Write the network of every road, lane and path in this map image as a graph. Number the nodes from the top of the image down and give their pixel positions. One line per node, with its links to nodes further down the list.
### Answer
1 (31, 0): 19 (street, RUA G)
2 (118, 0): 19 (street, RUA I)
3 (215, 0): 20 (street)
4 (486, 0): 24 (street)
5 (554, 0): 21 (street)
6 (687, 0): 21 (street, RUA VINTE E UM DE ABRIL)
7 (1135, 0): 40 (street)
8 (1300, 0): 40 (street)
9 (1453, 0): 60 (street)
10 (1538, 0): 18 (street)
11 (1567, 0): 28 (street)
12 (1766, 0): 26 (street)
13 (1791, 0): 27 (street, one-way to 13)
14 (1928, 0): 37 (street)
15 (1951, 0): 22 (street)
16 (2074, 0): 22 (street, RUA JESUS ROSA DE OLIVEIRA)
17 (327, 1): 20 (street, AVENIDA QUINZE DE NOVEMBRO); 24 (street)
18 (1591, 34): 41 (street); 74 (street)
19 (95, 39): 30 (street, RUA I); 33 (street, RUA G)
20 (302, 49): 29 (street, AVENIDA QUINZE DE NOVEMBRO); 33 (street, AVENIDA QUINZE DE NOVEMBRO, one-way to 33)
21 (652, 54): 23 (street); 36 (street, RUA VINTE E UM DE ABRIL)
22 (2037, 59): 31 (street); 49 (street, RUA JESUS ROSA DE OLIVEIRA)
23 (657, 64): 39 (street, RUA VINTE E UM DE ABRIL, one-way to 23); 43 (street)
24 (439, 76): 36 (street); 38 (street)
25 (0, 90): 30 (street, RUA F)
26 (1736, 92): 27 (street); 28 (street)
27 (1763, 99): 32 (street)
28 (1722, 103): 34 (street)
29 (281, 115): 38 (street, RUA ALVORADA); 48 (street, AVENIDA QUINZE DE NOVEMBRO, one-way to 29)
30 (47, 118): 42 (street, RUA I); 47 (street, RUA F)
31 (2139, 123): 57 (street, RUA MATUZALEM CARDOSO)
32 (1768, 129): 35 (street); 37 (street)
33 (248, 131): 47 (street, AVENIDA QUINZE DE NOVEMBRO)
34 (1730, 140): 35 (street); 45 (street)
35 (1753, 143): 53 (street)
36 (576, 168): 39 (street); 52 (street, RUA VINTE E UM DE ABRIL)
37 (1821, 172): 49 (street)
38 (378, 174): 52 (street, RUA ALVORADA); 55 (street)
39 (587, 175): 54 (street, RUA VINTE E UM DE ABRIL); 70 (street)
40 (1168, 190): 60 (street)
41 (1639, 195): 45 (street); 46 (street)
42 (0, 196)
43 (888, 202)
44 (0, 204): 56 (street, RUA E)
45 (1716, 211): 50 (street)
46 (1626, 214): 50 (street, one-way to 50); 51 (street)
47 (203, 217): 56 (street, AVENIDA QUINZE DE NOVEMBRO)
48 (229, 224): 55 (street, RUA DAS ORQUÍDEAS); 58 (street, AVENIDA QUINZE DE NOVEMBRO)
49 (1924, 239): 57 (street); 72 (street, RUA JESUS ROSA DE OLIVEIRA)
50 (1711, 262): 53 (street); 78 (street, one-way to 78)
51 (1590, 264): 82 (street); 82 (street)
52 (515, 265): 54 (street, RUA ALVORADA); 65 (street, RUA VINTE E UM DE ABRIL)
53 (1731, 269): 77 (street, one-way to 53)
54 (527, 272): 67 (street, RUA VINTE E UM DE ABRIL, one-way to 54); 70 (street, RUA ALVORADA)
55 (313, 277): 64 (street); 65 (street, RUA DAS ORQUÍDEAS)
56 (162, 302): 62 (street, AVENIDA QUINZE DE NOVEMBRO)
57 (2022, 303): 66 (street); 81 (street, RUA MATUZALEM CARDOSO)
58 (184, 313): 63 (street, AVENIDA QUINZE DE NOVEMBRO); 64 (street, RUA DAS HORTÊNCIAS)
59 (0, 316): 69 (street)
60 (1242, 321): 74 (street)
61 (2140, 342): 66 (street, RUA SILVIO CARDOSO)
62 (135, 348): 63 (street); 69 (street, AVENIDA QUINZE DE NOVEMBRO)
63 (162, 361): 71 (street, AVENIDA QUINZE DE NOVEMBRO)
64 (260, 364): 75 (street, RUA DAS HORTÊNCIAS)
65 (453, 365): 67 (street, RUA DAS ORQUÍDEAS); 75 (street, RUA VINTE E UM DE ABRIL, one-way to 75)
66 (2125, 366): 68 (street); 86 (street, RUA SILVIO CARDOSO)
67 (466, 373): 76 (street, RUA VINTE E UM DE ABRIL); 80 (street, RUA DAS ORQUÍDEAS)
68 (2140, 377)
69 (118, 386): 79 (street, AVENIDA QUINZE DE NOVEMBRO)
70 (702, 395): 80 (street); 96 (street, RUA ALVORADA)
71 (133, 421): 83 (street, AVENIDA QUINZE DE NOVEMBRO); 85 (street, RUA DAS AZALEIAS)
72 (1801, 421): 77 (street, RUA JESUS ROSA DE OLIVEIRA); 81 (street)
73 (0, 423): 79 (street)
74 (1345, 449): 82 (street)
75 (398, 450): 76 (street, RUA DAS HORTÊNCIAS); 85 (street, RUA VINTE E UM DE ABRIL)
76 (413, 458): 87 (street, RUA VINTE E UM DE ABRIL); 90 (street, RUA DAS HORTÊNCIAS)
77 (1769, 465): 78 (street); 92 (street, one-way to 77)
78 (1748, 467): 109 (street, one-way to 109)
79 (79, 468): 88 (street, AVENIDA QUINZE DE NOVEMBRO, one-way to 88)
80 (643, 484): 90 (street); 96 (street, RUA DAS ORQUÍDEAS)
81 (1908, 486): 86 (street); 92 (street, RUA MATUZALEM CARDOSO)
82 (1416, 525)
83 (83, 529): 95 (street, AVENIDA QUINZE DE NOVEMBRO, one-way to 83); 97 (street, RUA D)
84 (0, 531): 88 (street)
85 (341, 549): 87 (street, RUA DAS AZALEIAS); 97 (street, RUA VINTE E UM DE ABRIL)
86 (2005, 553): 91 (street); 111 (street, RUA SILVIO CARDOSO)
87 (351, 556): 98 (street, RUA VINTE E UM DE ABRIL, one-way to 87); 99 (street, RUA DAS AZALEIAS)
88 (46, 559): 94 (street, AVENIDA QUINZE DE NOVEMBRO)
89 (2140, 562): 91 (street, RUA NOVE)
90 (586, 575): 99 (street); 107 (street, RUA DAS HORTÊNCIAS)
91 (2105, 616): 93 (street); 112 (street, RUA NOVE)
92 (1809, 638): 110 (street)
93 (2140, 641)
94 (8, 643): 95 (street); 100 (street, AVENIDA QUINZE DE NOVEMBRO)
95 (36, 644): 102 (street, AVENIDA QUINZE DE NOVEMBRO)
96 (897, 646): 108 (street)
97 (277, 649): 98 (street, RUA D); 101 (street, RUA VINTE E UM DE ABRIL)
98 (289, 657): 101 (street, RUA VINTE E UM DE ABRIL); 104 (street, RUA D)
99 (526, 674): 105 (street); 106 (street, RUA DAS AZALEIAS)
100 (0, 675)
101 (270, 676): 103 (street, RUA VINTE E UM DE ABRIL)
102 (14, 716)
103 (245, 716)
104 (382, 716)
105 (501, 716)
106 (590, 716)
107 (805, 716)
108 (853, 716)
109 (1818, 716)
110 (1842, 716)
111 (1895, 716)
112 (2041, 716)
==
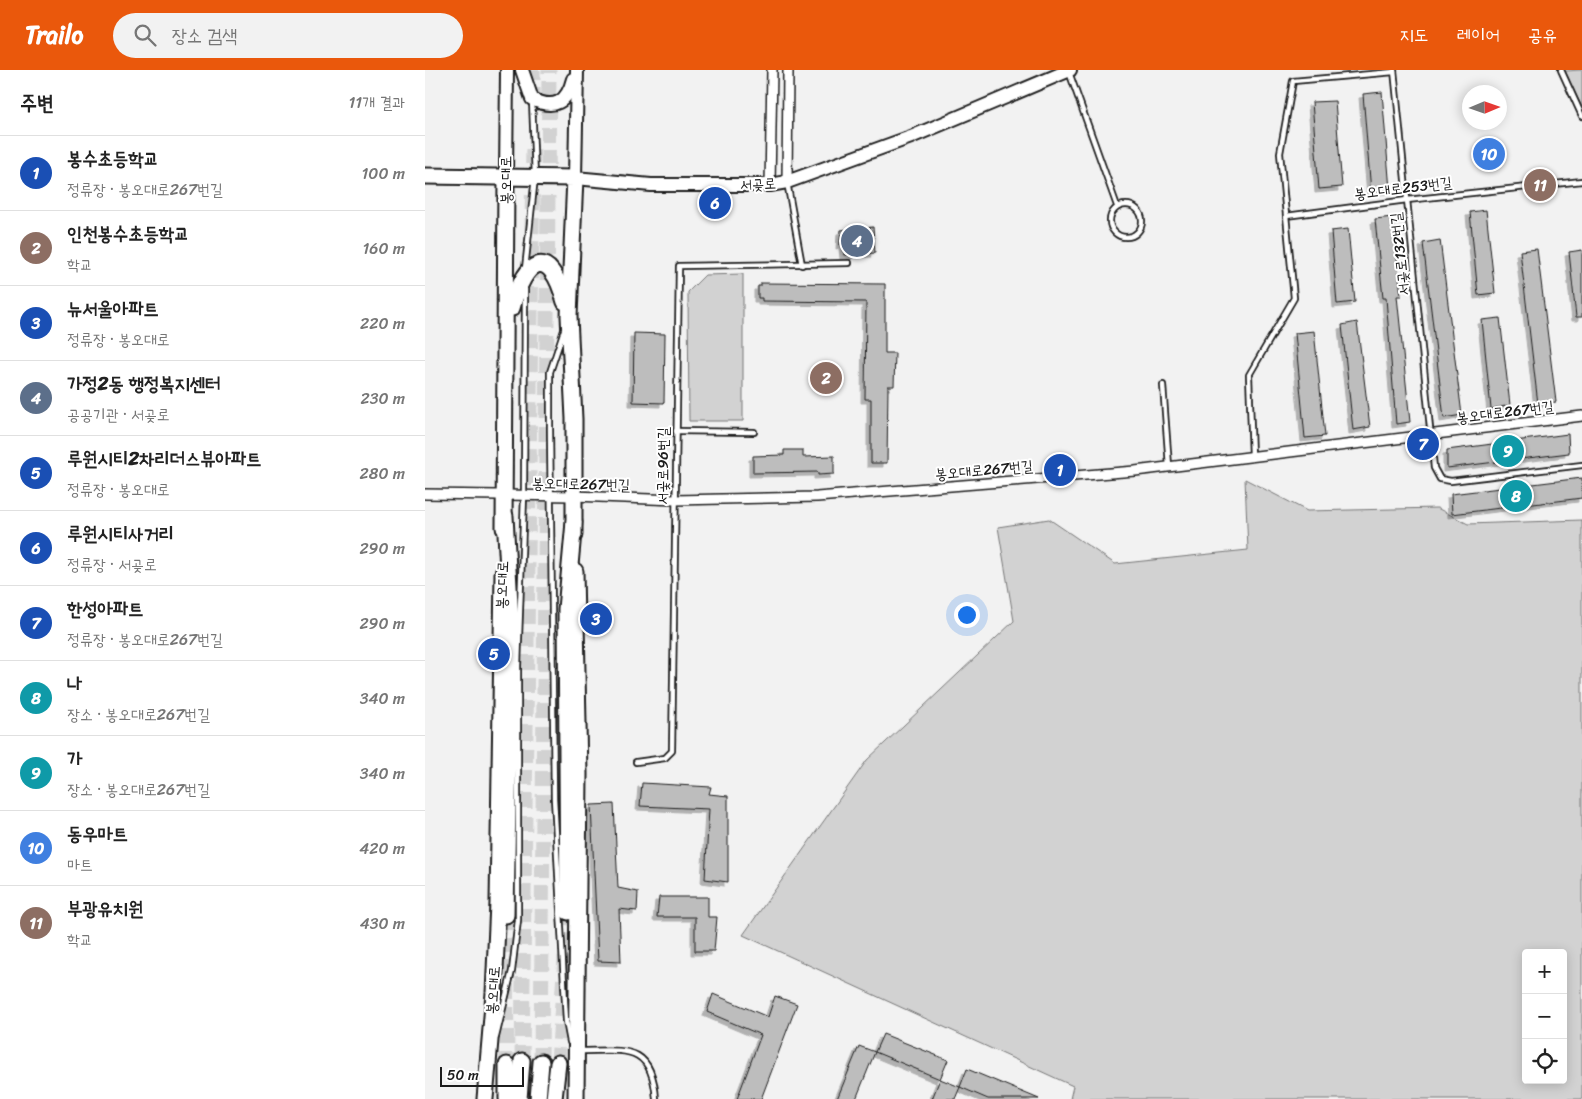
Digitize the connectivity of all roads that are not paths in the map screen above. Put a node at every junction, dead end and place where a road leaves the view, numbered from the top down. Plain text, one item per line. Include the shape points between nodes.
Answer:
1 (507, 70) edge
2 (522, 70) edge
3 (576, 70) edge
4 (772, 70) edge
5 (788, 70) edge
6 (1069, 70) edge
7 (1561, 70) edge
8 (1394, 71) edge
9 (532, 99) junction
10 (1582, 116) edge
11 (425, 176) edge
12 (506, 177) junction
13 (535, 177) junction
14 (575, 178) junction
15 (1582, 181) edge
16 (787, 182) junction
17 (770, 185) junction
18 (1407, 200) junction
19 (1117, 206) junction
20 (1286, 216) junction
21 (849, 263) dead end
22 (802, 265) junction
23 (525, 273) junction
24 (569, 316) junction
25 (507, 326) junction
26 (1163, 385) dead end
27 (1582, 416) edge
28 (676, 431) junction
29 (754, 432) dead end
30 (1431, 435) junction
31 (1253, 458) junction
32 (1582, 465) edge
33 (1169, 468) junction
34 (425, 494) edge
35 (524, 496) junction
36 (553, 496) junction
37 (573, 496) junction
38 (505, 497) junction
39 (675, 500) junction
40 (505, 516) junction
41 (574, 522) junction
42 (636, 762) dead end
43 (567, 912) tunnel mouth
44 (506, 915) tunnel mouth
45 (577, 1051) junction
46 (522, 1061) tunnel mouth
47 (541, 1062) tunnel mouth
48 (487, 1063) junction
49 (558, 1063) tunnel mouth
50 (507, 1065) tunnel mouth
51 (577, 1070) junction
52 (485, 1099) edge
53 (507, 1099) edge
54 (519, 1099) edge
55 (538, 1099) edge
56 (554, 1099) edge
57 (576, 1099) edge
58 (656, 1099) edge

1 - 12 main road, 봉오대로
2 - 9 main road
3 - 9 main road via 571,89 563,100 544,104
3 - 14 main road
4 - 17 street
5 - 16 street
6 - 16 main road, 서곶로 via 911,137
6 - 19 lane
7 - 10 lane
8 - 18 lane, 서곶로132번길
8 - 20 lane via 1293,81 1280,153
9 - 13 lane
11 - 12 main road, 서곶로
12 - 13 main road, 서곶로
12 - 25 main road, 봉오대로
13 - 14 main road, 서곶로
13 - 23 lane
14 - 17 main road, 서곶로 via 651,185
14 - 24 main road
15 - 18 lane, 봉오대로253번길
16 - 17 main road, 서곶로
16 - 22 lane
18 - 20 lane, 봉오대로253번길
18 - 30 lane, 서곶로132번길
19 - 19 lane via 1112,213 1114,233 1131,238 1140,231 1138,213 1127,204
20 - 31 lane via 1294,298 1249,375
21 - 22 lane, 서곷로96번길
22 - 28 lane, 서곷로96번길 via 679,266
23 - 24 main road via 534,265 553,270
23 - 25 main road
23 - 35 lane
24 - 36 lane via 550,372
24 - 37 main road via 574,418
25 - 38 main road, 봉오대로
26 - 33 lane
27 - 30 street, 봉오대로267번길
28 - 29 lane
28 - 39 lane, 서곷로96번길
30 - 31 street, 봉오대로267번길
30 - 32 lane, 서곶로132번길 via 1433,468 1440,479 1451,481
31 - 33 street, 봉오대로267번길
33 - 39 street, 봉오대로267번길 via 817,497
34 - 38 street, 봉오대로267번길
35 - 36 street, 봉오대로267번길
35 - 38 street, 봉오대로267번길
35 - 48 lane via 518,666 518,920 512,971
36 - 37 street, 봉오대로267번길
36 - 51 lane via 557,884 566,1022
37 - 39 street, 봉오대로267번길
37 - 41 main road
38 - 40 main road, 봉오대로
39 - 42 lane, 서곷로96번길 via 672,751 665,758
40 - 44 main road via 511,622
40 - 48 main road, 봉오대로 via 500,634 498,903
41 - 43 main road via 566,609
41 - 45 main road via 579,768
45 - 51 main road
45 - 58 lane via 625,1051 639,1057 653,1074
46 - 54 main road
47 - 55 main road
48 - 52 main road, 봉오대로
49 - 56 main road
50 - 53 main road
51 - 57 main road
...
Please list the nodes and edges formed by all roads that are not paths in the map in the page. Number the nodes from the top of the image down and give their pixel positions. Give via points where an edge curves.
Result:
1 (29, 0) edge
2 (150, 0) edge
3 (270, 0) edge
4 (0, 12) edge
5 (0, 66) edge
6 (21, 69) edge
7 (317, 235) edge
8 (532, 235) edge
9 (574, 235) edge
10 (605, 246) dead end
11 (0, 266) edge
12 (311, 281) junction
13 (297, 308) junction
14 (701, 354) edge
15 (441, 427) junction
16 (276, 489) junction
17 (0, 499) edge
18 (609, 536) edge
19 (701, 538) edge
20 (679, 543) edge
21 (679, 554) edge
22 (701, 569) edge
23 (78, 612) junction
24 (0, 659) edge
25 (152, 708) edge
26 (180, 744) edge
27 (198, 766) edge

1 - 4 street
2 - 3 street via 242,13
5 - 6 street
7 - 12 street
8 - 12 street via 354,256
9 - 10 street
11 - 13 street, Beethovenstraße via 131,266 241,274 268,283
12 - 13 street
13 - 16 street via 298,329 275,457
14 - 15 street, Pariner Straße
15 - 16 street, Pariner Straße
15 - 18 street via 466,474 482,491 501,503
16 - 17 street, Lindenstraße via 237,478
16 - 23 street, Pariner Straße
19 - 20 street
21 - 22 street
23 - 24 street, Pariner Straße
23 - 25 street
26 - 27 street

#### What is needed
Whenever a line of the records above contains the word "pixel", it counts toward the total; give that total alone.

#### Result of this exercise
2